NEW YORK (Reuters Health) - Treatment with steroids for low blood pressure in very low birth weight (VLBW) infants may increase the risk of brain damage and death, new findings suggest. The researchers call for more forward-looking studies to assess the safety of this treatment.

VLBW infants weight less than 3 lbs. 5 oz and are at increased risk for death and a variety of complications, including lung and heart problems.

Steroids are often given to VLBW infants to prevent or treat lung disease, but recently there has been evidence that they may also help with low blood pressure or "hypotension." Until now, however, no forward-looking studies had looked at the use of steroids for this condition.

As reported in the medical journal Pediatrics, Dr. Neil N. Finer, from the University of California San Diego Medical Center, and colleagues assessed the use of steroids in 1401 VLBW infants entered in a perinatal database in California.

Overall, 3.6 percent of infants received steroids for chronic lung disease only, 11.8 percent for other conditions, and 4.0 percent for lung disease and other conditions, the investigators report. In all birth weight categories, steroids were used mostly for conditions that were unrelated to the lung.

Hypotension was the most common disease unrelated to the lungs treated with steroids, the investigators note. Of the 221 infants given steroids for non-lung disease, 180 received the therapy for hypotension. The most commonly used steroid for hypotension was hydrocortisone, followed by dexamethasone.

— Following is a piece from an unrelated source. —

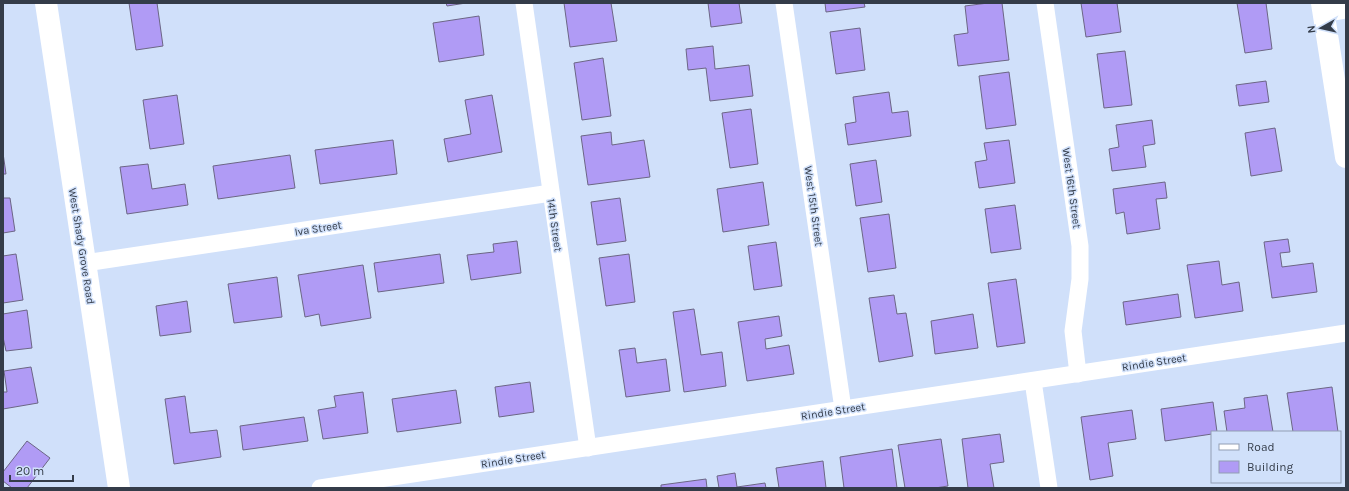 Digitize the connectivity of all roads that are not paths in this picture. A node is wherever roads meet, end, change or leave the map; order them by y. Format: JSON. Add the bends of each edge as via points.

When compared with infants given steroids only for chronic lung disease or those not given steroids, infants treated with steroids for hypotension were at increased risk for bleeding in the brain, brain damage, and death.

"There is an urgent need for large, well-designed trials to evaluate the safety and efficacy of postnatal steroids to treat hypotension in VLBW infants and to evaluate both short- and long-term...developmental outcomes in such infants before this practice gains increased use," the authors conclude.